# Geseke/Ehringerfeld/Rüthen/Brilon/Teuto... und Umgebung! GPS



## Radovic (4. August 2015)

Tach zusammen,
ich heiß Daniel bin 33 und fahre seit einem Jahr MTB und bin in den o. g. Orten unterwegs.
Gibt es Leute die auch mit GPS fahren?

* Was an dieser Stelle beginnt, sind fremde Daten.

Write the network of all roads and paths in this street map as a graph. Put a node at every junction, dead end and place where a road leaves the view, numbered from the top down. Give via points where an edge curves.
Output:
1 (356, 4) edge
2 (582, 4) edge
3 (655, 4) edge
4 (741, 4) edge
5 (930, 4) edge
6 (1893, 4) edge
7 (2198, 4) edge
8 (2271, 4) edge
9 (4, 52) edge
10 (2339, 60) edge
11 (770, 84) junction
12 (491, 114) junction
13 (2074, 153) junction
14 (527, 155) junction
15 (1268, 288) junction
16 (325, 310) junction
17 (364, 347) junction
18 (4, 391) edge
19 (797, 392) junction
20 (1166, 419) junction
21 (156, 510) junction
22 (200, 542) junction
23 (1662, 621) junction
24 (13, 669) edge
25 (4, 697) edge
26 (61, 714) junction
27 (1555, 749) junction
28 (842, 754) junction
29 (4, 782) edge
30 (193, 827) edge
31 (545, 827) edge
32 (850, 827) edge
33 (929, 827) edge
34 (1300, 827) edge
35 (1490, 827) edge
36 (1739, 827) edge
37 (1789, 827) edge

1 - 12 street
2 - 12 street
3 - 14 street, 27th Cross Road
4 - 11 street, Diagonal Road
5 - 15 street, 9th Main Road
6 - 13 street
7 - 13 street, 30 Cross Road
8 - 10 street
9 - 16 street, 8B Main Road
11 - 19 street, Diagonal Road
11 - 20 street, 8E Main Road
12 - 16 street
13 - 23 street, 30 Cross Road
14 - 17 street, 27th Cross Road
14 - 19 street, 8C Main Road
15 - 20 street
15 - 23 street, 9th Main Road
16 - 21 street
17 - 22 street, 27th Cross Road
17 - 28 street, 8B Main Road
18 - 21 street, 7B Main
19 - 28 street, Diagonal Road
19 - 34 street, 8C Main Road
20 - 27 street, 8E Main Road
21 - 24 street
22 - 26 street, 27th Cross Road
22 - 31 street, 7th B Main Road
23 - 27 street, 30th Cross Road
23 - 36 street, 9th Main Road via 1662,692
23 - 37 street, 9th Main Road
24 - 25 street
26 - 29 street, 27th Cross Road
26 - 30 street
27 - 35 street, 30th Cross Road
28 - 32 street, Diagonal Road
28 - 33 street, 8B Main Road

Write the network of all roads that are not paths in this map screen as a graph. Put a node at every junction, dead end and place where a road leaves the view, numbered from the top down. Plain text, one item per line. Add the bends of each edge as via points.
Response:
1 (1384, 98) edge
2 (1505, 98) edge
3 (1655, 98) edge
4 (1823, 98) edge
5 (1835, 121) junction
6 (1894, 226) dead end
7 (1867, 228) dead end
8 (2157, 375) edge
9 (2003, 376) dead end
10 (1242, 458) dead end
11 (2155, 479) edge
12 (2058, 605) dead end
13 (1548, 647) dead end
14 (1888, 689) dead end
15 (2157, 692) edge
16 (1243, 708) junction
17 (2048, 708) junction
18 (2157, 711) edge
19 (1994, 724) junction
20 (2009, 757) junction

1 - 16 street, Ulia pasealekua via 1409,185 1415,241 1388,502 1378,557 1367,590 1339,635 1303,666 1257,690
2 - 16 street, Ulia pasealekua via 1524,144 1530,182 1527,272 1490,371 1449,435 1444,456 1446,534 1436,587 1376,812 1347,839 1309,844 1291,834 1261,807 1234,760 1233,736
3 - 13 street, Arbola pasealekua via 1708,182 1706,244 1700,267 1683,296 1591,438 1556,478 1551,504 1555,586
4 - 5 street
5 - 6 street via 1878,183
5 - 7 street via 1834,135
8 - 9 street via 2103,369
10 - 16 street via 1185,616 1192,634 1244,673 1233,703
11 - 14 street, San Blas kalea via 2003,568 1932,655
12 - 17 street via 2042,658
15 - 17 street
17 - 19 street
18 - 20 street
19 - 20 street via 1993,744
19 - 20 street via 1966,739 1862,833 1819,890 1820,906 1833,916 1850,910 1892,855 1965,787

Evtl. kann man mal gegenseitig welche zur Verfügung stellen.
Am Sonntag war ich in Rüthen und bin eine Strecke nachgefahren, leider muss die wohl schon älter gewesen sein!!
Da ich aus Geseke komme ist eine Feierabendrunde nur in E-Feld möglich.
Fahre leider nicht sooo regemäßig, aber alleine düsen ist ja auch nicht immer soo toll!

Gruss


----------



## Mountain77 (4. August 2015)

Gruß aus Hörste

Kannst diesen Thread wiederbeleben:
http://www.mtb-news.de/forum/t/dien...-lippstadt-geseke.430132/page-5#post-11601017

Im weiteren Kreis sind Mountainbiker aus Geseke, Lippstadt, Anröchte, Soest hier unterwegs.
Brilon und Winterberg werden recht regelmäßig angefahren.


----------



## MTB-News.de




----------



## Eric101 (2. Oktober 2016)

Hallo noch jemand da? Komme aus Geseke ...


----------